Kathmandu Nepali farmer Bhoj Raj Paudel had just left home to visit his parents when a hill above it collapsed, destroying his ranch and a paddy field and flooding a swathe of land downstream.
The landslide was 19 years ago, but he remembers it 
vividly.
“I am happy my family survived but whatever I owned was gone forever,” the 53-year-old father of three told the Thomson Reuters Foundation from Simalpani, a small town on the foothills of the Himalayas some 200km (130 miles) west of Kathmandu.
Simpalpani and neighbouring villages – which sit on a geological faultline – have been struck by 16 massive landslides over the last 50 years, aid 
workers said.
Rising global temperatures have shrunk Nepal’s glaciers, with meltwater forming lakes that flood regularly, causing widespread destruction.
But farmers clearing forests for agriculture are also to blame, experts say. About 80% of Nepal’s 28mn people rely on agriculture for their living, many using destructive traditional slash and burn 
techniques.
For decades, villagers walked into the forests and indiscriminately cut trees for cooking, heating and fodder.
“An intervention was urgently needed to stop this and save resources vital to the livelihood of the people,” said Dhruba Gautam, executive director, National Disaster Risk 
Reduction Centre Nepal.
Since 2010, the charity has been teaching 14,000 families in 28 villages in the Banganga basin, and home to an important wetland, to change their farming habits.
Farmers have persuaded each other to adopt practices that protect forests, soil, rivers and wetlands, as well as earning a better living.
Mapping data shows that slash and burn farming in the area has fallen by 80% since the project began, Gautam said.

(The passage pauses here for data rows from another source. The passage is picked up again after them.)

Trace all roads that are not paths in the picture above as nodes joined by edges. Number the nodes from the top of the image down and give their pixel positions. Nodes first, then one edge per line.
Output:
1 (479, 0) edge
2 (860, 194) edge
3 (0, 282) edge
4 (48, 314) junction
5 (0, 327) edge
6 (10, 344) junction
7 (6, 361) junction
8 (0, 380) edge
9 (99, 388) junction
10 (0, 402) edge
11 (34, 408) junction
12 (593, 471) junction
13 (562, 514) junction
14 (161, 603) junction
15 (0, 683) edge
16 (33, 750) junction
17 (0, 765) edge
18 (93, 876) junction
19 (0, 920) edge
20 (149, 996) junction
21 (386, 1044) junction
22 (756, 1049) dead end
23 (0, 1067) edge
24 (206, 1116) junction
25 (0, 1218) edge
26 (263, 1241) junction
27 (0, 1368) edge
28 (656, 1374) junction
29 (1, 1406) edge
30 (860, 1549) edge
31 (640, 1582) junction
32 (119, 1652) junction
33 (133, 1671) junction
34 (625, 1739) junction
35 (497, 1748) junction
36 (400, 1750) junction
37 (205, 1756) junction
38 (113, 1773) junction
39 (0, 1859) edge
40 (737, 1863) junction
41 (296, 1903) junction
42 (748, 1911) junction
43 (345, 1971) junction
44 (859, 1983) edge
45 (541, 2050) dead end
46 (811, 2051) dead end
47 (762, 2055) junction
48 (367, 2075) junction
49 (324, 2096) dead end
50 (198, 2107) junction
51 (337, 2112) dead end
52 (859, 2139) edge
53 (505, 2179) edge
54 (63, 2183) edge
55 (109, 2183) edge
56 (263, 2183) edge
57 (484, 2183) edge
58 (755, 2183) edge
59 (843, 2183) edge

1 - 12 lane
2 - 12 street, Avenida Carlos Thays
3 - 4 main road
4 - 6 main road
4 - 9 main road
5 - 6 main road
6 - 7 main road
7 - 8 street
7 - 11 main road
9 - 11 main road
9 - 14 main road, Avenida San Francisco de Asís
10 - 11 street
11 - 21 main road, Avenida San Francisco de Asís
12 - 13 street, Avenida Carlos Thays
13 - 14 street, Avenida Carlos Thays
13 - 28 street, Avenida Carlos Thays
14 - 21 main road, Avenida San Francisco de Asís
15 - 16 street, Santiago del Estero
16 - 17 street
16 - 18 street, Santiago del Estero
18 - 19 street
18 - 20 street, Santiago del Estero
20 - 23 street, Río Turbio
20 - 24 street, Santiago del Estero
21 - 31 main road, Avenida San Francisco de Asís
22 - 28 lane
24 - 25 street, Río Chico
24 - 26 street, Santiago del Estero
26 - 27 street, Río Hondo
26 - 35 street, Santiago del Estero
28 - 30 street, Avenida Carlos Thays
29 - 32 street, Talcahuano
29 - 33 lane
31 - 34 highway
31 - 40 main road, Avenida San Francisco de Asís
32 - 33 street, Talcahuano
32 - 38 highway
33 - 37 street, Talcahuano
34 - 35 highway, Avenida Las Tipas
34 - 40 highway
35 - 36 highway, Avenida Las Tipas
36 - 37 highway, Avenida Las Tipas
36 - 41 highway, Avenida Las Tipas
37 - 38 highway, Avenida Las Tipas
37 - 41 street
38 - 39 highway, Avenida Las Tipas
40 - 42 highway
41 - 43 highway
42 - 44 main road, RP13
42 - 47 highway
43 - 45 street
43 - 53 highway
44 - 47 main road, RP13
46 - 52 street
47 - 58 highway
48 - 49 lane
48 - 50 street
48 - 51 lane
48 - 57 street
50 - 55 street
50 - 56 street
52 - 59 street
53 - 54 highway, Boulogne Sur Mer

It won the Solution Search award for innovative conservation in November, and $30,000 to scale up the project, which Brett Jenks, president of Rare, the US-based charity behind the prize, said could be “accessible 
for other communities”.
Women are on the frontline of the campaign to persuade farmers to adopt soil-friendly crops like legumes, bananas and pineapples, whose roots help control erosion on slopes.
Sita Khanal, a housewife in Thada village, 10km west of Simalpani, heads a team of a dozen villagers tasked with persuading their neighbours to abandon their destructive practices and use forest products without depleting them.
Only unwanted, fallen or overgrown trees are cleared.
“The villagers were initially hesitant to abandon old approaches but they embraced the changes,” she said, adding that they earn more from the new crops.
Locals have also been trained to monitor rainfall and temperatures, with villagers upstream warning those downstream of impending floods by text 
message.
“We have seen how disasters have gone down since we changed old farming practices that caused them,” said Jum Bahadur Magar, 40, a farmer in Thada.
Aid agencies and the government have provided fuel-efficient cooking stoves, biogas plants and solar panels to reduce the felling of trees.
“It was very difficult,” said Indrakala Gharti, a 42-year-old farmer in Thada.
“But now we are happy. We have enough to feed the family, and can sell the excess to help with our kids’ schooling.”